Description of the task:
When a line in the data below includes "wherever", pick it out and copy it.

Provided information:
· · ·

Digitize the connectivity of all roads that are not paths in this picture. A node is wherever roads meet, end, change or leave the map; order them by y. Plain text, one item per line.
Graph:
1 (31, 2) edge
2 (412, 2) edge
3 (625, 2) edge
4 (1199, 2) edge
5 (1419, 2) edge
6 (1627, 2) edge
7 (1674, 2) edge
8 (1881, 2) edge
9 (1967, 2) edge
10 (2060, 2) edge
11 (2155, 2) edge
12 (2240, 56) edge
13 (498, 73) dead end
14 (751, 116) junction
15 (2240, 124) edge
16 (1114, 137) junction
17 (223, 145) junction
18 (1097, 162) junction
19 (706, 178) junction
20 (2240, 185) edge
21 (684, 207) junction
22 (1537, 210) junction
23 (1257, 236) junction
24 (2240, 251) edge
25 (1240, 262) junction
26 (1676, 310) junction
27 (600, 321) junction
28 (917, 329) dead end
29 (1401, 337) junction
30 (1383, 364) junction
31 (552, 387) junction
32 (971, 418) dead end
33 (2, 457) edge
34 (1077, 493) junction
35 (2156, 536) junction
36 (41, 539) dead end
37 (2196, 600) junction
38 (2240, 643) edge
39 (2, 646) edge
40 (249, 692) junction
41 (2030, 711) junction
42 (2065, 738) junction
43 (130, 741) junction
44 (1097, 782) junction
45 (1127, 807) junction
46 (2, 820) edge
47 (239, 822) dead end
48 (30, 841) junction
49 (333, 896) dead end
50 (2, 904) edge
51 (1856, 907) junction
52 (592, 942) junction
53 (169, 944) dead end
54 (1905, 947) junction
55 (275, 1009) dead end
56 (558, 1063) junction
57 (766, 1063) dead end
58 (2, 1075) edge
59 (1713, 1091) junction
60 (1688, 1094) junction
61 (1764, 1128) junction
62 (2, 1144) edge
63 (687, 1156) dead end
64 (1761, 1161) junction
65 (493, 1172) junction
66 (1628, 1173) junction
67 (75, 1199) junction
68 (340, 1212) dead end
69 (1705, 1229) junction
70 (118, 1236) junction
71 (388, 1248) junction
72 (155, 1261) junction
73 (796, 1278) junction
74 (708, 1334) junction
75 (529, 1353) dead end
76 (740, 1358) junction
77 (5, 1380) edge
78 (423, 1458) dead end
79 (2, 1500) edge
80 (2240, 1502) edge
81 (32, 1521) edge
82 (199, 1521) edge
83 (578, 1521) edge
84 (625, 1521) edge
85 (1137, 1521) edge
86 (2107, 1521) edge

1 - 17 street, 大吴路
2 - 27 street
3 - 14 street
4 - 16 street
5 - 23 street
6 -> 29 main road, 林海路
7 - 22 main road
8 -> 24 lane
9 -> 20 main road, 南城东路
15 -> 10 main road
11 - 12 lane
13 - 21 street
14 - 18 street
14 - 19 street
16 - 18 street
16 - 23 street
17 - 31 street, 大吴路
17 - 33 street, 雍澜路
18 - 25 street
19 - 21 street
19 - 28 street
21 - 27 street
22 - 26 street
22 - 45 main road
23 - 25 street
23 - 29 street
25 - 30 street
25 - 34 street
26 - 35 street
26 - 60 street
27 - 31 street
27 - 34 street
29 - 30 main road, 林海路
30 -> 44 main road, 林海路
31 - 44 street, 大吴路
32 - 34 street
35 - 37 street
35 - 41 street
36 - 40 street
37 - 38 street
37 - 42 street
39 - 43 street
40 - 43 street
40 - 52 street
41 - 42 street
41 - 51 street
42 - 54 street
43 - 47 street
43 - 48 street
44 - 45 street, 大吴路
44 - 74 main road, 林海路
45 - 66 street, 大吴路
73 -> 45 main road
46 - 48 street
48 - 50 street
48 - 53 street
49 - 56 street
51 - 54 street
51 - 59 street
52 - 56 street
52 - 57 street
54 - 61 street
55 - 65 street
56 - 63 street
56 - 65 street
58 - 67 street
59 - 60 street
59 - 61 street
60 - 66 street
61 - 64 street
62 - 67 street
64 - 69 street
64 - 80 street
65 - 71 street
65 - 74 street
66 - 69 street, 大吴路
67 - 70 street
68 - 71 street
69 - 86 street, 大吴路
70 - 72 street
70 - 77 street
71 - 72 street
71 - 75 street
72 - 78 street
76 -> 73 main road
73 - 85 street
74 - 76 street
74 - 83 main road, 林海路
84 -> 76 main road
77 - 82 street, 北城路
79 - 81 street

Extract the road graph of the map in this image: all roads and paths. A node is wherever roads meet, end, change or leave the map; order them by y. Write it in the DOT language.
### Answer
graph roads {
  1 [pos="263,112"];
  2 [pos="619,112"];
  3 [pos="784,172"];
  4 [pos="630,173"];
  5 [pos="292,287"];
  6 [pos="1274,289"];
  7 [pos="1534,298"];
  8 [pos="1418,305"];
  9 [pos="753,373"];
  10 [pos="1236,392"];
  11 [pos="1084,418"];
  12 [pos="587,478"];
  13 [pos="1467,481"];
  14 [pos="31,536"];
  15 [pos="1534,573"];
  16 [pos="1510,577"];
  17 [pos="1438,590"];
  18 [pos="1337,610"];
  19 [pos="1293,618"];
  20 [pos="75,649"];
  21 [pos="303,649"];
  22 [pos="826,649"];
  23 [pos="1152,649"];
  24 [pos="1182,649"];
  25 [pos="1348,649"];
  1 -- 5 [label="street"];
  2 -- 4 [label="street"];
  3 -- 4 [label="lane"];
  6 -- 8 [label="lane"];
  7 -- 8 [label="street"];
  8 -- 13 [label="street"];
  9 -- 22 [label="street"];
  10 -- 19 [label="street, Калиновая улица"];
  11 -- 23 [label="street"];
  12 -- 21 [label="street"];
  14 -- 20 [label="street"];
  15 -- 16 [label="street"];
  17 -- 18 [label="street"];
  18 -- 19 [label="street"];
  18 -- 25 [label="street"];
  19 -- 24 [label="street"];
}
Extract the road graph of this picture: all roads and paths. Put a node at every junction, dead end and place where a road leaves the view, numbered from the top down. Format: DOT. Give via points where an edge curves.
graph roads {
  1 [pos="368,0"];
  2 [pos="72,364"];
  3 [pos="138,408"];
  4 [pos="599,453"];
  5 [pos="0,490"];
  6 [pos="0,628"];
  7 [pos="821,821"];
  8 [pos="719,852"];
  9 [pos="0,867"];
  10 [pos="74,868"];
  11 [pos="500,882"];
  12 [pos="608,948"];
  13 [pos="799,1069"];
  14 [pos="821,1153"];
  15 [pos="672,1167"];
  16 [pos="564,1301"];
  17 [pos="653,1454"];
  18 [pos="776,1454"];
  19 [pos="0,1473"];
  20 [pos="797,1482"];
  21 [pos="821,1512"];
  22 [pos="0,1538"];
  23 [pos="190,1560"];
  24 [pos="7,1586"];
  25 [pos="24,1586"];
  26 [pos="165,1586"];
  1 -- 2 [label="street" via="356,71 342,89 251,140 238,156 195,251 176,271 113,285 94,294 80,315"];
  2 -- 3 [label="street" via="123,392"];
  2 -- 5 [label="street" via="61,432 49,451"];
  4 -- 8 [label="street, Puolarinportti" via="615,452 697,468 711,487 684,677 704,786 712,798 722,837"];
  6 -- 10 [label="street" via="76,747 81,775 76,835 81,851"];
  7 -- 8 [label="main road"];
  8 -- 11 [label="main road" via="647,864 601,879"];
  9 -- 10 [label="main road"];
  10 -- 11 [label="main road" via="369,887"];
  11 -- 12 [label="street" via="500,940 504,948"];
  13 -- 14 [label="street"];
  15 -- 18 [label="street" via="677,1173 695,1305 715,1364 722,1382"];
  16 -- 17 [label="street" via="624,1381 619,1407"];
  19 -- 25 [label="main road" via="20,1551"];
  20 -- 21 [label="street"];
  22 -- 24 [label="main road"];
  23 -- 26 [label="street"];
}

· · ·

Result:
Digitize the connectivity of all roads that are not paths in this picture. A node is wherever roads meet, end, change or leave the map; order them by y. Plain text, one item per line.
Extract the road graph of the map in this image: all roads and paths. A node is wherever roads meet, end, change or leave the map; order them by y. Write it in the DOT language.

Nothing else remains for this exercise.